How to complete this task: Give the records again exactly as written. Leave out the pictures.

Data:
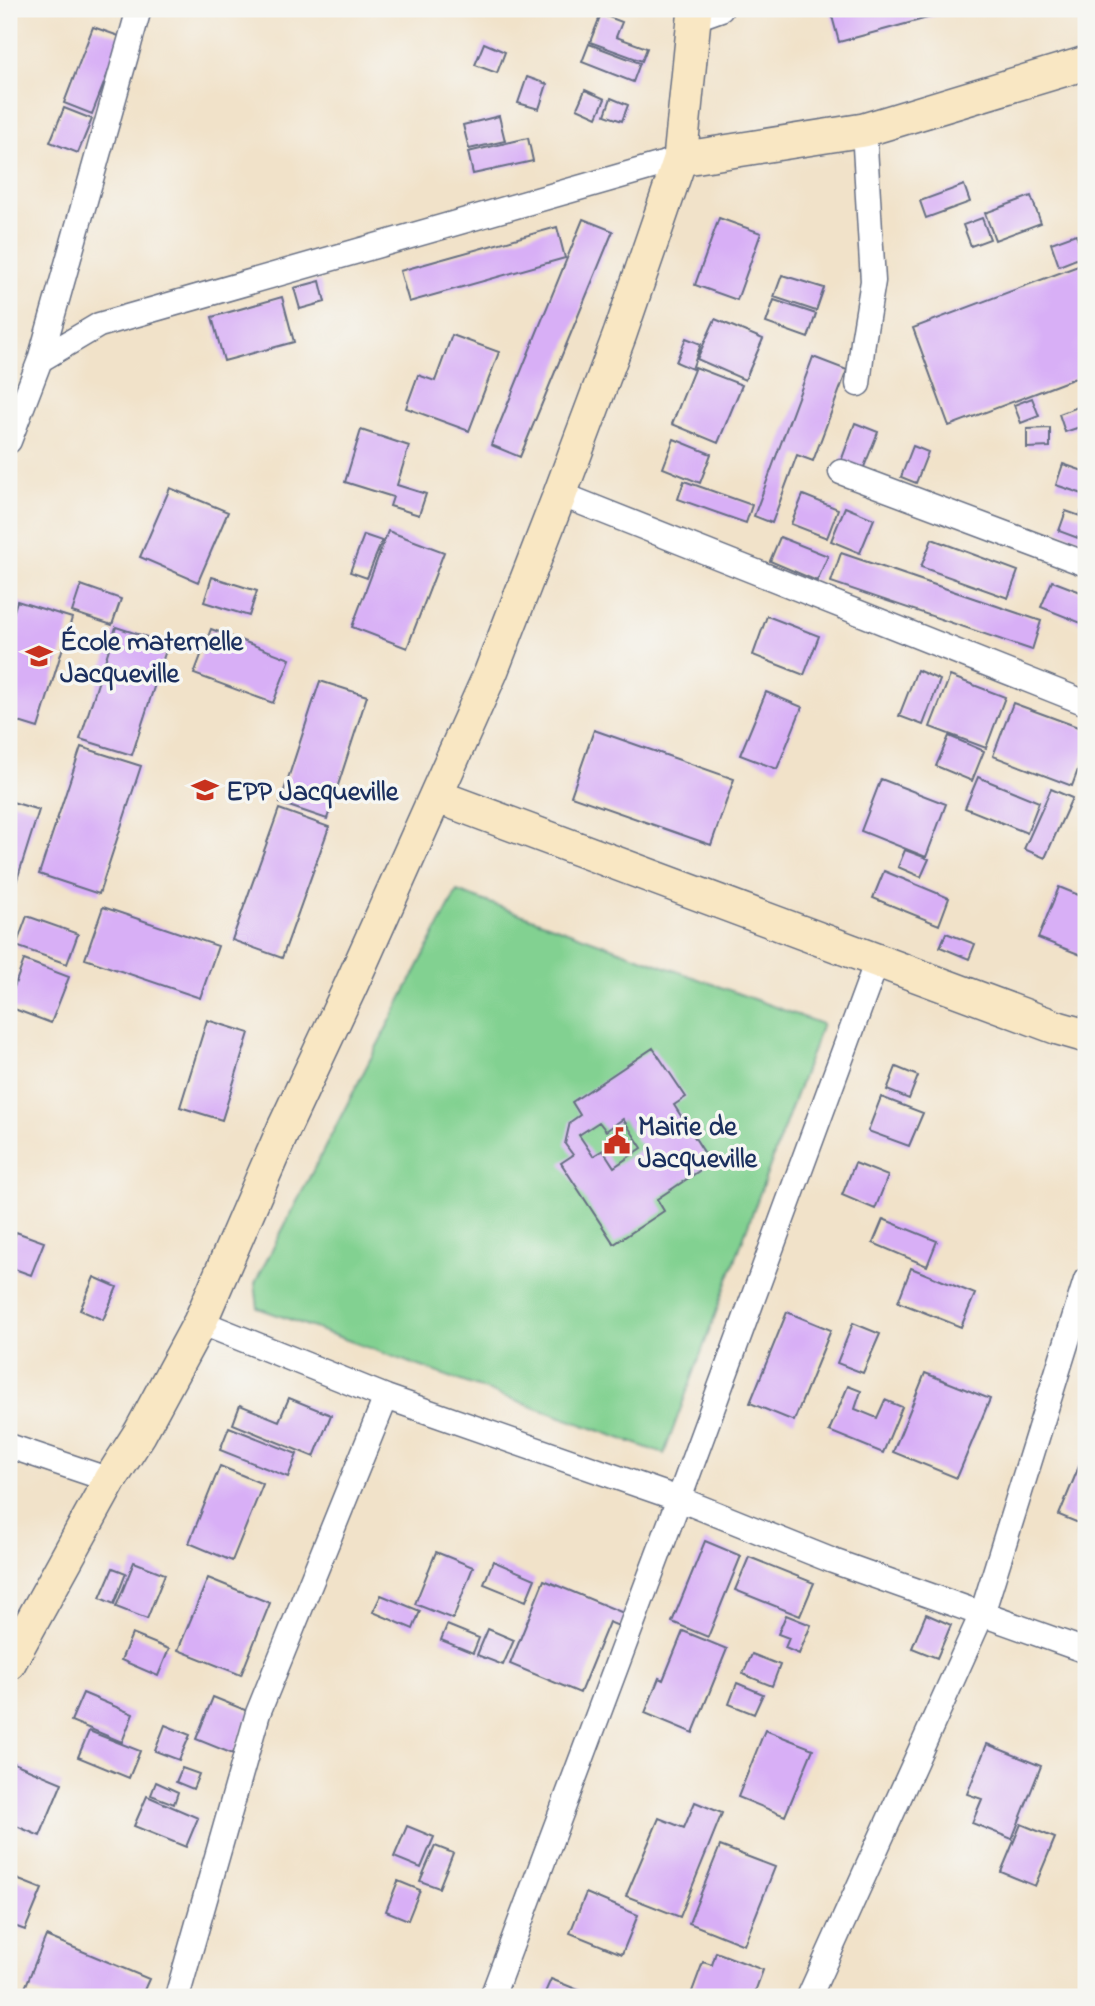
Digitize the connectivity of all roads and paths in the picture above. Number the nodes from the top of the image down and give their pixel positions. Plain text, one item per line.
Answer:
1 (139, 9) edge
2 (703, 12) edge
3 (1086, 63) edge
4 (864, 130) junction
5 (680, 159) junction
6 (40, 360) junction
7 (859, 384) dead end
8 (9, 441) edge
9 (841, 472) dead end
10 (560, 494) junction
11 (1086, 564) edge
12 (1086, 703) edge
13 (436, 796) junction
14 (877, 961) junction
15 (1086, 1036) edge
16 (1086, 1280) edge
17 (200, 1322) junction
18 (386, 1397) junction
19 (9, 1446) edge
20 (110, 1480) junction
21 (679, 1499) junction
22 (982, 1614) junction
23 (1086, 1651) edge
24 (9, 1663) edge
25 (177, 1997) edge
26 (492, 1997) edge
27 (809, 1997) edge

1 - 6 street
2 - 5 street
3 - 4 street
4 - 5 street
4 - 7 street
5 - 6 street
5 - 10 street
6 - 8 street
9 - 11 street
10 - 12 street
10 - 13 street
13 - 14 street
13 - 17 street
14 - 15 street
14 - 21 street
16 - 22 street
17 - 18 street
17 - 20 street
18 - 21 street
18 - 25 street
19 - 20 street
20 - 24 street
21 - 22 street
21 - 26 street
22 - 23 street
22 - 27 street

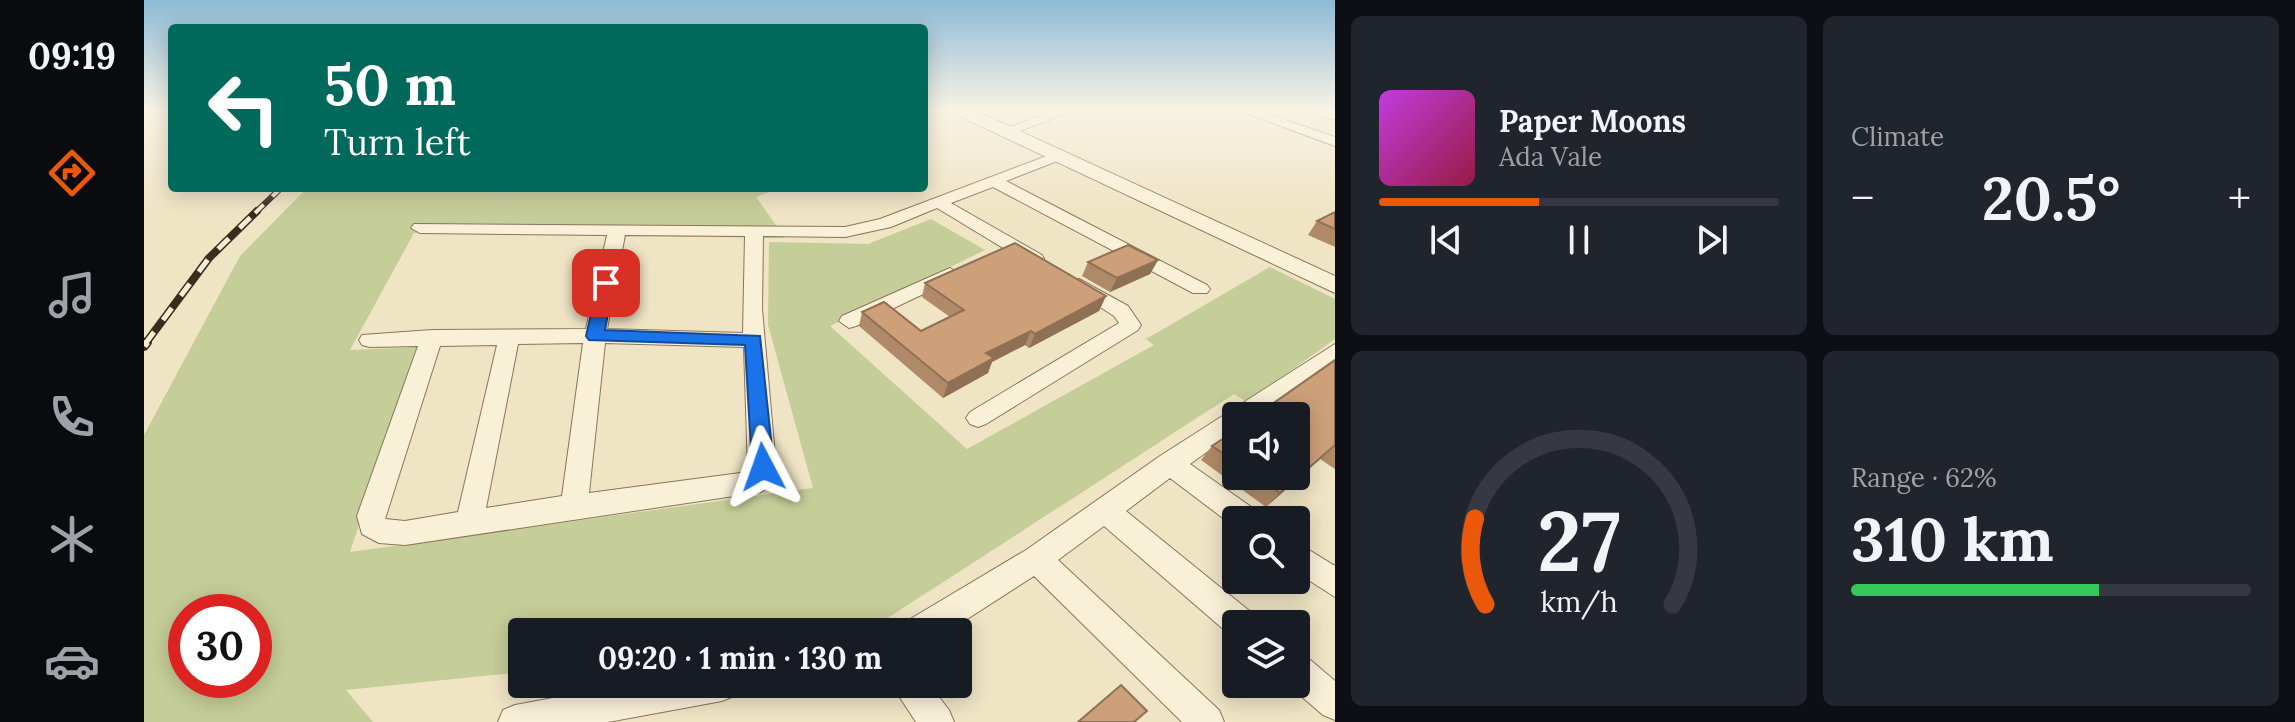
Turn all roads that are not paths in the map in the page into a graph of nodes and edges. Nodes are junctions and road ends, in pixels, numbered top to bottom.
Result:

Response:
Digitize the connectivity of all roads and paths in the picture above. Number the nodes from the top of the image down and give their pixel positions. Plain text, one item per line.
Answer:
1 (139, 9) edge
2 (703, 12) edge
3 (1086, 63) edge
4 (864, 130) junction
5 (680, 159) junction
6 (40, 360) junction
7 (859, 384) dead end
8 (9, 441) edge
9 (841, 472) dead end
10 (560, 494) junction
11 (1086, 564) edge
12 (1086, 703) edge
13 (436, 796) junction
14 (877, 961) junction
15 (1086, 1036) edge
16 (1086, 1280) edge
17 (200, 1322) junction
18 (386, 1397) junction
19 (9, 1446) edge
20 (110, 1480) junction
21 (679, 1499) junction
22 (982, 1614) junction
23 (1086, 1651) edge
24 (9, 1663) edge
25 (177, 1997) edge
26 (492, 1997) edge
27 (809, 1997) edge

1 - 6 street
2 - 5 street
3 - 4 street
4 - 5 street
4 - 7 street
5 - 6 street
5 - 10 street
6 - 8 street
9 - 11 street
10 - 12 street
10 - 13 street
13 - 14 street
13 - 17 street
14 - 15 street
14 - 21 street
16 - 22 street
17 - 18 street
17 - 20 street
18 - 21 street
18 - 25 street
19 - 20 street
20 - 24 street
21 - 22 street
21 - 26 street
22 - 23 street
22 - 27 street

Turn all roads that are not paths in the map in the page into a graph of nodes and edges. Nodes are junctions and road ends, in pixels, numbered top to bottom.
Result:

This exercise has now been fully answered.